Records from a collection:

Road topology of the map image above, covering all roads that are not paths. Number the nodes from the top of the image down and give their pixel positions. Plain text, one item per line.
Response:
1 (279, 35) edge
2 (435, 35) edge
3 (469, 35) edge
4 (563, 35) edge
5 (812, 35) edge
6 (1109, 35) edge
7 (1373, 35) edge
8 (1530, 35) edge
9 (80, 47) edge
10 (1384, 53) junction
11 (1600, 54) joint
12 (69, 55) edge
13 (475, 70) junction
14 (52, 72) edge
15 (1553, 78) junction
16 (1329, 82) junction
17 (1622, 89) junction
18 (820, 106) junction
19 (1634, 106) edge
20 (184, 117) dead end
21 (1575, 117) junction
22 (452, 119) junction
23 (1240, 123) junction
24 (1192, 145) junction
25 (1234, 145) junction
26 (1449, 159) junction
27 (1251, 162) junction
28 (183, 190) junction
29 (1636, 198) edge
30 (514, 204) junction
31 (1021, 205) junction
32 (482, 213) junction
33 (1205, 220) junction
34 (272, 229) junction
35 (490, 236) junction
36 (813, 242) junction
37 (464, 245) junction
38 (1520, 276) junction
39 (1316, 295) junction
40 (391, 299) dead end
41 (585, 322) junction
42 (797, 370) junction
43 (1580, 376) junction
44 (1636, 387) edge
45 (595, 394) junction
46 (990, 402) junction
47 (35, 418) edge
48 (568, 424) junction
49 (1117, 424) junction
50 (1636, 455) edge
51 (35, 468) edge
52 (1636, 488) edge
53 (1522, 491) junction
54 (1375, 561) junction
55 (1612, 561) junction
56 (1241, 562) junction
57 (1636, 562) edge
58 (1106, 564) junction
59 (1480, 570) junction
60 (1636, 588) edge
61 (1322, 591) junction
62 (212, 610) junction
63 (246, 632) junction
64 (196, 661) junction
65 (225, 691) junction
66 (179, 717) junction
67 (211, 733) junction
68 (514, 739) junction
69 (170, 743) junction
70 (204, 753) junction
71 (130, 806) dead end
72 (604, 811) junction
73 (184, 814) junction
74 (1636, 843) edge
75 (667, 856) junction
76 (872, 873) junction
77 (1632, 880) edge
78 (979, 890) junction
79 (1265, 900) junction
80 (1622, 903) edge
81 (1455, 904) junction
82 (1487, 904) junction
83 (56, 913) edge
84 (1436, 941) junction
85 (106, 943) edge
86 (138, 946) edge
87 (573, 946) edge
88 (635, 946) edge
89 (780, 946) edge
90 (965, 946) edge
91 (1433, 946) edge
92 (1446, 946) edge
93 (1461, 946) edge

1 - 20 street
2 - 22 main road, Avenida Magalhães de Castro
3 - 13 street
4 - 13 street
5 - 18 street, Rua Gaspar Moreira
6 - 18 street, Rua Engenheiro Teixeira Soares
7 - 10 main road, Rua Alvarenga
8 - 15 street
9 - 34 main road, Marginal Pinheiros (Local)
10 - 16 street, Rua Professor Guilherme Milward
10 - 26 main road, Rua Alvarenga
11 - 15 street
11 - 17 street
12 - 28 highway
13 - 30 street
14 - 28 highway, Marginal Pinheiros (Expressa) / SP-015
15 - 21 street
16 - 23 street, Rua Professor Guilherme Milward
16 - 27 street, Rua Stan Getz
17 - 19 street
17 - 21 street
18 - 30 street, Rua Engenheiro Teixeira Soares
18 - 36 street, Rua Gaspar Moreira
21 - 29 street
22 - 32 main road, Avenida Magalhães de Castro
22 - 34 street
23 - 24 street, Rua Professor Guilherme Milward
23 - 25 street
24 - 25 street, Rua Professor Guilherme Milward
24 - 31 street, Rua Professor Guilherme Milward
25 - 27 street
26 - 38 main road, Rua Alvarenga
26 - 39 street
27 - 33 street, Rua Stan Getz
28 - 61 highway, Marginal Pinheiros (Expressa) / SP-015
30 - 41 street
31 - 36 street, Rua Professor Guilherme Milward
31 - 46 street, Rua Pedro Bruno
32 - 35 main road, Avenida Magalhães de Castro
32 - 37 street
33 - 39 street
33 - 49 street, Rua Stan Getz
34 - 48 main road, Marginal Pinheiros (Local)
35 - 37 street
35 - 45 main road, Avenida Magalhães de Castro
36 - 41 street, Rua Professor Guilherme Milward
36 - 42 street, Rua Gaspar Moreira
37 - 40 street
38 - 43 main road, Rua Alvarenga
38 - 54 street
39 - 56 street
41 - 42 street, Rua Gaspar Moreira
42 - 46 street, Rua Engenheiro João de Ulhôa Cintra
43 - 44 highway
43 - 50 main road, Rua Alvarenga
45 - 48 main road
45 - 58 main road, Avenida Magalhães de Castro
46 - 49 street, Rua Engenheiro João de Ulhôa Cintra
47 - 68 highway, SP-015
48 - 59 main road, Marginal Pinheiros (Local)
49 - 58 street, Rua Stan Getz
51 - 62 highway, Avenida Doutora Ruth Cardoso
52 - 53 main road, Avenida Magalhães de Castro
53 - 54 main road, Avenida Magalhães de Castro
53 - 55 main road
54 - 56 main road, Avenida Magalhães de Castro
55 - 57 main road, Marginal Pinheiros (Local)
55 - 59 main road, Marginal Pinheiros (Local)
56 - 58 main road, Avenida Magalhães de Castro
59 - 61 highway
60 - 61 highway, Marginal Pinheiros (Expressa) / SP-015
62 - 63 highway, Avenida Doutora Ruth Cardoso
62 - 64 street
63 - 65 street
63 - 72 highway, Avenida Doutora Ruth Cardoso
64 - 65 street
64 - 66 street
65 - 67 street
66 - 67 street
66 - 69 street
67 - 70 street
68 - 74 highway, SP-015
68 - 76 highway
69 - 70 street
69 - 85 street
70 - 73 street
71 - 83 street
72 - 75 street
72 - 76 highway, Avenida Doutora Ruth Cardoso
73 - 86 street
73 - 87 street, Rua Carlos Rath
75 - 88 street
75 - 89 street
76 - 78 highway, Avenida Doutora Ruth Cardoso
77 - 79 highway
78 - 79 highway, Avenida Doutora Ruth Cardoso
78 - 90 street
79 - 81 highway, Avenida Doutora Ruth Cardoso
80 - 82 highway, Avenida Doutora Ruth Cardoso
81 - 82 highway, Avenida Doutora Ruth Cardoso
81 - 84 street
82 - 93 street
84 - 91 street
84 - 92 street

» What to produce:
Search the entries for the word "Expressa" and pick out every line that holds it.

» Task solution:
14 - 28 highway, Marginal Pinheiros (Expressa) / SP-015
28 - 61 highway, Marginal Pinheiros (Expressa) / SP-015
60 - 61 highway, Marginal Pinheiros (Expressa) / SP-015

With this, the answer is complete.